If a record below holds a picture, leave the picture out and copy the rest exactly.

# Records to use
★ ★ ★ ★
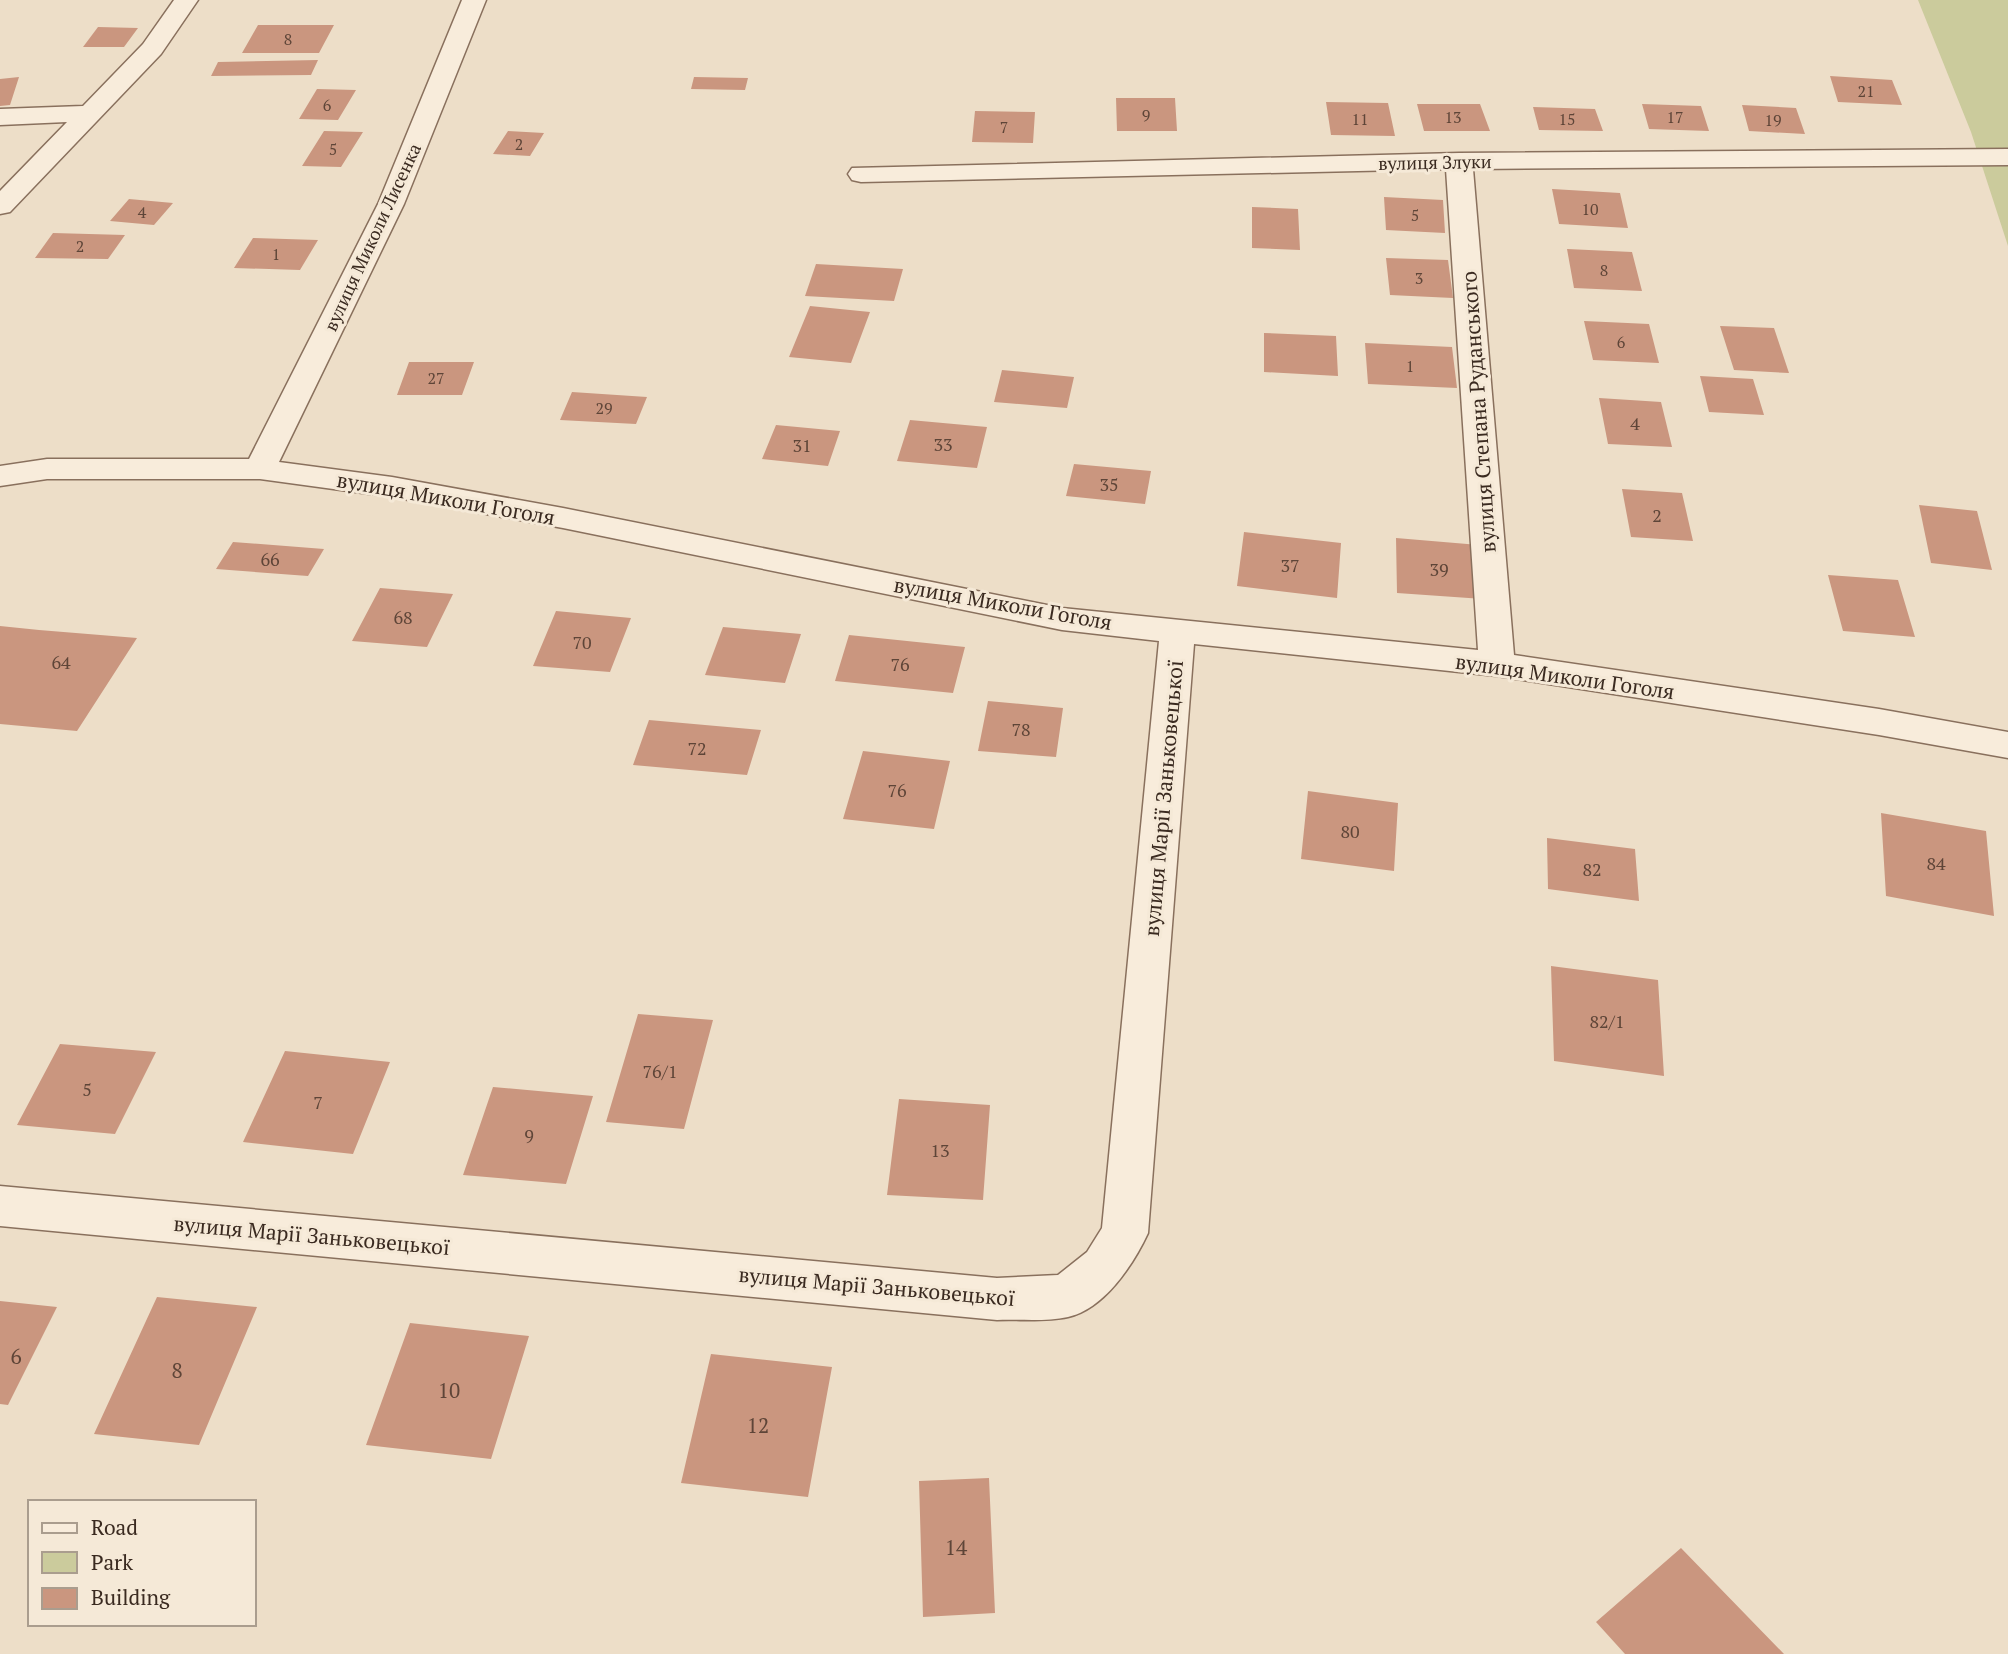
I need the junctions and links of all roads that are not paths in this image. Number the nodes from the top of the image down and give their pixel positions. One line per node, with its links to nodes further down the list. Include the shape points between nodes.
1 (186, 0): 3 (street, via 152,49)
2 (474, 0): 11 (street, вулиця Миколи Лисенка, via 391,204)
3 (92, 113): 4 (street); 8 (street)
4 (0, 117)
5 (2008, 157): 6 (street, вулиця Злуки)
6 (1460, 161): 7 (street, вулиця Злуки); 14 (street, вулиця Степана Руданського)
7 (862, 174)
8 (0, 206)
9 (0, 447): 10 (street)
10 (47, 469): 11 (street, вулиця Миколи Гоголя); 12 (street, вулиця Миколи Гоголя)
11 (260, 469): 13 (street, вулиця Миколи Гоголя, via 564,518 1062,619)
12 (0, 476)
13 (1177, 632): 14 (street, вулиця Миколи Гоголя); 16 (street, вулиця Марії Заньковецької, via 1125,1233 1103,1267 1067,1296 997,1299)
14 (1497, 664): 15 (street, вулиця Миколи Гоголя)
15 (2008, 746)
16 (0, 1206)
★ ★ ★ ★
# Solution below
I need the junctions and links of all roads that are not paths in this image. Number the nodes from the top of the image down and give their pixel positions. One line per node, with its links to nodes further down the list. Include the shape points between nodes.
1 (186, 0): 3 (street, via 152,49)
2 (474, 0): 11 (street, вулиця Миколи Лисенка, via 391,204)
3 (92, 113): 4 (street); 8 (street)
4 (0, 117)
5 (2008, 157): 6 (street, вулиця Злуки)
6 (1460, 161): 7 (street, вулиця Злуки); 14 (street, вулиця Степана Руданського)
7 (862, 174)
8 (0, 206)
9 (0, 447): 10 (street)
10 (47, 469): 11 (street, вулиця Миколи Гоголя); 12 (street, вулиця Миколи Гоголя)
11 (260, 469): 13 (street, вулиця Миколи Гоголя, via 564,518 1062,619)
12 (0, 476)
13 (1177, 632): 14 (street, вулиця Миколи Гоголя); 16 (street, вулиця Марії Заньковецької, via 1125,1233 1103,1267 1067,1296 997,1299)
14 (1497, 664): 15 (street, вулиця Миколи Гоголя)
15 (2008, 746)
16 (0, 1206)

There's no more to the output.